* Assignment: In the listing below, lines with the string "Pathare" are to be counted; the number is the entire reply.
______________________________
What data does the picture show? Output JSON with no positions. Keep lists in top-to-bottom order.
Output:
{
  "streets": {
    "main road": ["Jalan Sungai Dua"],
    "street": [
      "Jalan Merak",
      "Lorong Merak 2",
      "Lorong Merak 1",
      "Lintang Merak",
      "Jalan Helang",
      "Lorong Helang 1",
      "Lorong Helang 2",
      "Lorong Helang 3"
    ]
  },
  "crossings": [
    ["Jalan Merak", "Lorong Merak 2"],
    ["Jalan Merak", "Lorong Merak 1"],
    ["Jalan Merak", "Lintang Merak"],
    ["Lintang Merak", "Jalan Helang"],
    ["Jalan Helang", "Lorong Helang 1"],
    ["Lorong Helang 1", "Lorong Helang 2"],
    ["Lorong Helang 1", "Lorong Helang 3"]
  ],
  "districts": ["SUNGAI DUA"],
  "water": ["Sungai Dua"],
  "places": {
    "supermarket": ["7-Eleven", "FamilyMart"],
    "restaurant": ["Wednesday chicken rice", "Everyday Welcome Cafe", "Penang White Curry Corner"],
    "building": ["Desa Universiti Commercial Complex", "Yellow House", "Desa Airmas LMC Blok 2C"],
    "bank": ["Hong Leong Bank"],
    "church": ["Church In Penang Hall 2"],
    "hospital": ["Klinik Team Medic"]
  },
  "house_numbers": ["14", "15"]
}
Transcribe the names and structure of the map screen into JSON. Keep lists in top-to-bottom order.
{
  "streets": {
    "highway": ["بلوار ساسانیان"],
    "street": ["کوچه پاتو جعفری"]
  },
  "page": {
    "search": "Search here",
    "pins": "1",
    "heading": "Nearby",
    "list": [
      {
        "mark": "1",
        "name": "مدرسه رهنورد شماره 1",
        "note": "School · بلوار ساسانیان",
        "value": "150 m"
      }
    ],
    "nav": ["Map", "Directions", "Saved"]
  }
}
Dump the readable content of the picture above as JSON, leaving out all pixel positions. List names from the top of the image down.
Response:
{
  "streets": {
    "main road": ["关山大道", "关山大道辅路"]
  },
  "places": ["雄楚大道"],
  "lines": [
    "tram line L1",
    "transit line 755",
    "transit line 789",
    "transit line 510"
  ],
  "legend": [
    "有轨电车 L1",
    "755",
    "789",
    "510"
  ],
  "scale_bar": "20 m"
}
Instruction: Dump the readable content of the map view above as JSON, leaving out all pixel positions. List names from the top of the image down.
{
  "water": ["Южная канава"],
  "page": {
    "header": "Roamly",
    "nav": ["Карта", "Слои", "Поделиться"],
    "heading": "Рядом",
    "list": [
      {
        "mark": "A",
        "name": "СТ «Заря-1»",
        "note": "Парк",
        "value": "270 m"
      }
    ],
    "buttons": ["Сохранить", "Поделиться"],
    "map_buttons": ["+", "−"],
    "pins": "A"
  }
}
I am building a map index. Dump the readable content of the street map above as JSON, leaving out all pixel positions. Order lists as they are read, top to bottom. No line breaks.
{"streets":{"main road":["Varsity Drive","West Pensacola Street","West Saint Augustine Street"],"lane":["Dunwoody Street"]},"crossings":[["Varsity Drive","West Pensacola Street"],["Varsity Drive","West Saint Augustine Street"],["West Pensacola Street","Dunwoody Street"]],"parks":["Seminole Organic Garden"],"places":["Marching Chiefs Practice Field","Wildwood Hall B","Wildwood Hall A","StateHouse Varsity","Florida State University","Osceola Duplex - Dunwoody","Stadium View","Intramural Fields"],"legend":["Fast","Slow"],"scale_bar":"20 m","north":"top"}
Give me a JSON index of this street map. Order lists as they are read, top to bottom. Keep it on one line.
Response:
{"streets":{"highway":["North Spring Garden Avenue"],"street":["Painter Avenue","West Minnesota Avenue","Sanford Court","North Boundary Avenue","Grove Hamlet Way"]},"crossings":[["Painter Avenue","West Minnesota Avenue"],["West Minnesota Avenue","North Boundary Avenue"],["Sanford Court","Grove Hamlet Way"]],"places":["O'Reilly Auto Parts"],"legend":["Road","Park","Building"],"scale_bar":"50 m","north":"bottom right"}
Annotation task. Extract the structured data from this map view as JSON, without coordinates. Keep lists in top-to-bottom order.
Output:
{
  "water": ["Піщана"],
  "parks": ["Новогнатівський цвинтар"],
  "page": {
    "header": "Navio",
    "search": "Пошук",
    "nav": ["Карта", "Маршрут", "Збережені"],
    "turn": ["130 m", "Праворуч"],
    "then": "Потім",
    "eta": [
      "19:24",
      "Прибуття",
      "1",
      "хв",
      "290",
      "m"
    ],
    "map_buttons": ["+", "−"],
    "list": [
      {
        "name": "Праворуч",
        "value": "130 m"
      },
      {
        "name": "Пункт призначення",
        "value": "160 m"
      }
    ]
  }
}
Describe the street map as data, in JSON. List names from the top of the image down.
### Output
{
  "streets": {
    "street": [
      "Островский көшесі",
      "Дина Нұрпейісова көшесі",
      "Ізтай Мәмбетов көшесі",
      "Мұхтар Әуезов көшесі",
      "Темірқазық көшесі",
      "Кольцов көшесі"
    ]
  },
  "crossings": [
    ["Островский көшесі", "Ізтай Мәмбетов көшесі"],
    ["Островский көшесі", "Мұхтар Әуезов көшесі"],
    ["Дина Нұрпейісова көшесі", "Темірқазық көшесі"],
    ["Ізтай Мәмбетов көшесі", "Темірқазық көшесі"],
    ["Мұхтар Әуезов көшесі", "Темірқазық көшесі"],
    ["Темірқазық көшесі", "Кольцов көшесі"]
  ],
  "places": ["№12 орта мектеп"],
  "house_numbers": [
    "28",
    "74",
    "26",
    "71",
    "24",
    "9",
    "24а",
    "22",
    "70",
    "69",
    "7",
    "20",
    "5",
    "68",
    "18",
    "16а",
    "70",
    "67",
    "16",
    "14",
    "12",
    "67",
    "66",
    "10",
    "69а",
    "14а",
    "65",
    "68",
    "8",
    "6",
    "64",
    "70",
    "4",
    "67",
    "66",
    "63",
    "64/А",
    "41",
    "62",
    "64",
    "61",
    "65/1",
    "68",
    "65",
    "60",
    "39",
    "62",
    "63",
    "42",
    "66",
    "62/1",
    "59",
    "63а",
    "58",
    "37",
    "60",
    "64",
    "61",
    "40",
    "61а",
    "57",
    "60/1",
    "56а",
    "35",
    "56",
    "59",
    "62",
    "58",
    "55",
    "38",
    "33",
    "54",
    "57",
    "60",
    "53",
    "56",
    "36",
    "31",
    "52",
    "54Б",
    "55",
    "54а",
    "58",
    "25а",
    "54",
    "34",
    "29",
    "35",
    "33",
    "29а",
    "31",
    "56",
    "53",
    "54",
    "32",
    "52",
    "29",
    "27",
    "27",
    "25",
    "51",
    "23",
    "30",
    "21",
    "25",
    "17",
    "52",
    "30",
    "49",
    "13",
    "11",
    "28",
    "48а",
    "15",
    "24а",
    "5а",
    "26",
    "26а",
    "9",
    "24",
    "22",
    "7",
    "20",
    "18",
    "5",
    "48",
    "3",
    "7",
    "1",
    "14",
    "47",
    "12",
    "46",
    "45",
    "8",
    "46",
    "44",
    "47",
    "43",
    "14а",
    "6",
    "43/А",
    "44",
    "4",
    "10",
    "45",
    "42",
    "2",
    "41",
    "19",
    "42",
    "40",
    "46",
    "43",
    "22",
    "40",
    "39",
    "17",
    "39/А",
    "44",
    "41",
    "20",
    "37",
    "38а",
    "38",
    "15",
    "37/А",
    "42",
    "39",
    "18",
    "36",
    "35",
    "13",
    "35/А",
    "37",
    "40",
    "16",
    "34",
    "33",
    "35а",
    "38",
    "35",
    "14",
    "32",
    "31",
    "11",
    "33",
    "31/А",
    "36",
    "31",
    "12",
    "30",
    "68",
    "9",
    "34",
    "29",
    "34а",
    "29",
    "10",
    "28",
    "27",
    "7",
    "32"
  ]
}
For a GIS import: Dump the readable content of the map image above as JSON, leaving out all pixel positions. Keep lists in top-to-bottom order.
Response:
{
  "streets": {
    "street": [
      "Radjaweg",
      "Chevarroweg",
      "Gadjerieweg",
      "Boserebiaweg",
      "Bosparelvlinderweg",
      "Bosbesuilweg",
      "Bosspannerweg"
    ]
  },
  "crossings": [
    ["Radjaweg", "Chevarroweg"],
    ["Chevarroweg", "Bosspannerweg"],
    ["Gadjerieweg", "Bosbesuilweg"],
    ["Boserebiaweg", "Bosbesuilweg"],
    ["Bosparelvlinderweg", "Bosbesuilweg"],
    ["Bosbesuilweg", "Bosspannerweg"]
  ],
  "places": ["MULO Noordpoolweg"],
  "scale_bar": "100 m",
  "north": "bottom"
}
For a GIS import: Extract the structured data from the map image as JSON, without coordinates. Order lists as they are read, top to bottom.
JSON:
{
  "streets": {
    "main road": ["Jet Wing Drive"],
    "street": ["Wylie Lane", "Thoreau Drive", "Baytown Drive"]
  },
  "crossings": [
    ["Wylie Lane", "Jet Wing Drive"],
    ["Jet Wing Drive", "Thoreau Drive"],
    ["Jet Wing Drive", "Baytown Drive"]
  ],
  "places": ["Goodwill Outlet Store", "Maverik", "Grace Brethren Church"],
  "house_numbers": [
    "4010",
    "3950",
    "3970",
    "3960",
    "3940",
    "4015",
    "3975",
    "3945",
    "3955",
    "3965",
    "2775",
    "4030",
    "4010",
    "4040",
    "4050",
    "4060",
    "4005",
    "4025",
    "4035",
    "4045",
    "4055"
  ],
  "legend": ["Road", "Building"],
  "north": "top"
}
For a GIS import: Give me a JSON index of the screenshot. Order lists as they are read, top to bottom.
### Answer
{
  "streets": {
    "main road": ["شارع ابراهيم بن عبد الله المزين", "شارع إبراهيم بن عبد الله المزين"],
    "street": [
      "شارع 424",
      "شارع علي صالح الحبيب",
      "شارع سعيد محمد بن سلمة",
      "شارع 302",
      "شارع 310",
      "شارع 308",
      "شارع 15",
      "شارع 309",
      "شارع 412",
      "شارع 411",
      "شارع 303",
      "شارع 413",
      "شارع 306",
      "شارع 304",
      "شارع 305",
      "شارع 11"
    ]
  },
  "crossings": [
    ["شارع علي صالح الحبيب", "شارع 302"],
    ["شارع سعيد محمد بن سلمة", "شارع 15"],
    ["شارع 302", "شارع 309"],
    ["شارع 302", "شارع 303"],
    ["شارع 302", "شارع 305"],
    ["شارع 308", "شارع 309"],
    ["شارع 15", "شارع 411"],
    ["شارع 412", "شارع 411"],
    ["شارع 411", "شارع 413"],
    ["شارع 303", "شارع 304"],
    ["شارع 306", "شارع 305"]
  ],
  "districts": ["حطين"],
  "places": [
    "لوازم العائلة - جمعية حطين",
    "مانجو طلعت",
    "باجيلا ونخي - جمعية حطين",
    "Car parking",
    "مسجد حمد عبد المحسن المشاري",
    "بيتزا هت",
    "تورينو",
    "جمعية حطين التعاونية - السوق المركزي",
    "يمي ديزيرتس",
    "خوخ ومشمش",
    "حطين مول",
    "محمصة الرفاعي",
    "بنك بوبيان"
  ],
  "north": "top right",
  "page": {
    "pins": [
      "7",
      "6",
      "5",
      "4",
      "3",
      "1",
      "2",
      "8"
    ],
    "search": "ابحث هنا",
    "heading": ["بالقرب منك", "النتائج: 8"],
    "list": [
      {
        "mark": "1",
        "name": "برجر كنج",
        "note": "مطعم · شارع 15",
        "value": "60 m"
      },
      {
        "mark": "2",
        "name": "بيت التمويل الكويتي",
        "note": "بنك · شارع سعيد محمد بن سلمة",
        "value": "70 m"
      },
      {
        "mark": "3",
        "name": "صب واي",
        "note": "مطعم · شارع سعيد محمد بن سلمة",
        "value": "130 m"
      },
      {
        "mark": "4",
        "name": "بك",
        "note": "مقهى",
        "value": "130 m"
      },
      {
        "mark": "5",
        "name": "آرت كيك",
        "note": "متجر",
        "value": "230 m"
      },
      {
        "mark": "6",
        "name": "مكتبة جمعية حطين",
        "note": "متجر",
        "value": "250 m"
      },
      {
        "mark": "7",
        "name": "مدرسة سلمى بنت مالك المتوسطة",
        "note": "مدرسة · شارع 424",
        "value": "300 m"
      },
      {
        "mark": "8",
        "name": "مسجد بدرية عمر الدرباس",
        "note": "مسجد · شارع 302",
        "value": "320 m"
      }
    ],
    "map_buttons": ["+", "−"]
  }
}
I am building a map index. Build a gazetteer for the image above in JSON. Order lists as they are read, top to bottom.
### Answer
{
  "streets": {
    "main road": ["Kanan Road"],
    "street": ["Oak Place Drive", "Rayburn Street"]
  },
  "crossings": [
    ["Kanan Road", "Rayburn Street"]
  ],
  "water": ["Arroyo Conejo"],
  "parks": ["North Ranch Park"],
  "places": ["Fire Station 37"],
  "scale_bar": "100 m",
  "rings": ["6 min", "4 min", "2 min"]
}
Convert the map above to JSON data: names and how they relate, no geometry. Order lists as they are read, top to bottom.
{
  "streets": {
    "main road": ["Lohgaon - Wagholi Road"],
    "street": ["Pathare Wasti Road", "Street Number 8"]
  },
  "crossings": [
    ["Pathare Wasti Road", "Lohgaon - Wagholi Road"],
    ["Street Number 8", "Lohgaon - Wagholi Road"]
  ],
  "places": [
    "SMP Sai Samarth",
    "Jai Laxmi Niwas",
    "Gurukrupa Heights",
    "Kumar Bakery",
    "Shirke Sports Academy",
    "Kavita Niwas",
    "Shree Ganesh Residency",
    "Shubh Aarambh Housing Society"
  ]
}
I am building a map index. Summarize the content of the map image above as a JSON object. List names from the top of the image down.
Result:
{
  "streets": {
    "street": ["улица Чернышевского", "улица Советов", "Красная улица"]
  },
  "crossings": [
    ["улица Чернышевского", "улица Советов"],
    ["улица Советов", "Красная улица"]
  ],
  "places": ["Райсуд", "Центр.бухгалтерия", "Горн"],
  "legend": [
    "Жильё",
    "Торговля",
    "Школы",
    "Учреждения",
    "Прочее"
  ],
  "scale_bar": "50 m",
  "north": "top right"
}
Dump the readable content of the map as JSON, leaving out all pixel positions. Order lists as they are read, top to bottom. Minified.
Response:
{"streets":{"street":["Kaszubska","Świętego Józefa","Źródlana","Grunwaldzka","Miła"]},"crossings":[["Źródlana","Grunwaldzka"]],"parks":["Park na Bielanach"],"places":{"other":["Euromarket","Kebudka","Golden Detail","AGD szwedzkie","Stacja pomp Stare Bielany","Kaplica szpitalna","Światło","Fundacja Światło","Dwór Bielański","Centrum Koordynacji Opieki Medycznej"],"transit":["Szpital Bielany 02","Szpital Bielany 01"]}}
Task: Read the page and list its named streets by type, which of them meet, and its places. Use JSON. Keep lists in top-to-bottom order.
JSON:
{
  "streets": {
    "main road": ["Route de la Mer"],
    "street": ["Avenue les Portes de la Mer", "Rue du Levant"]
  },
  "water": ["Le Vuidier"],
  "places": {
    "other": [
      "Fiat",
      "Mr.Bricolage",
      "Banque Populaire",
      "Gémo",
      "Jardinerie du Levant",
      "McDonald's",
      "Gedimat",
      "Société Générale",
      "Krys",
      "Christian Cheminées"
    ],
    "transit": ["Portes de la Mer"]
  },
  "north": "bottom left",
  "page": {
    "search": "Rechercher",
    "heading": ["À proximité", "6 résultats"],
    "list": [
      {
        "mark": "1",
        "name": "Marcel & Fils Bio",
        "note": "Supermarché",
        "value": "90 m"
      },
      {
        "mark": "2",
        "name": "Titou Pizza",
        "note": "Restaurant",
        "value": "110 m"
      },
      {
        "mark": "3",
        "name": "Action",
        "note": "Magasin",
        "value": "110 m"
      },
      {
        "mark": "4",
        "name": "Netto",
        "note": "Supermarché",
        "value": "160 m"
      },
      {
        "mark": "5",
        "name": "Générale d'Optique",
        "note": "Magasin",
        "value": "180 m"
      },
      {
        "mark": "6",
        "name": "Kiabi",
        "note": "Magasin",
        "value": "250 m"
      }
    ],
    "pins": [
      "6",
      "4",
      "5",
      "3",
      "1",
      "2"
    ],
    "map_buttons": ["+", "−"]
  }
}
______________________________
* Answer to the exercise: 2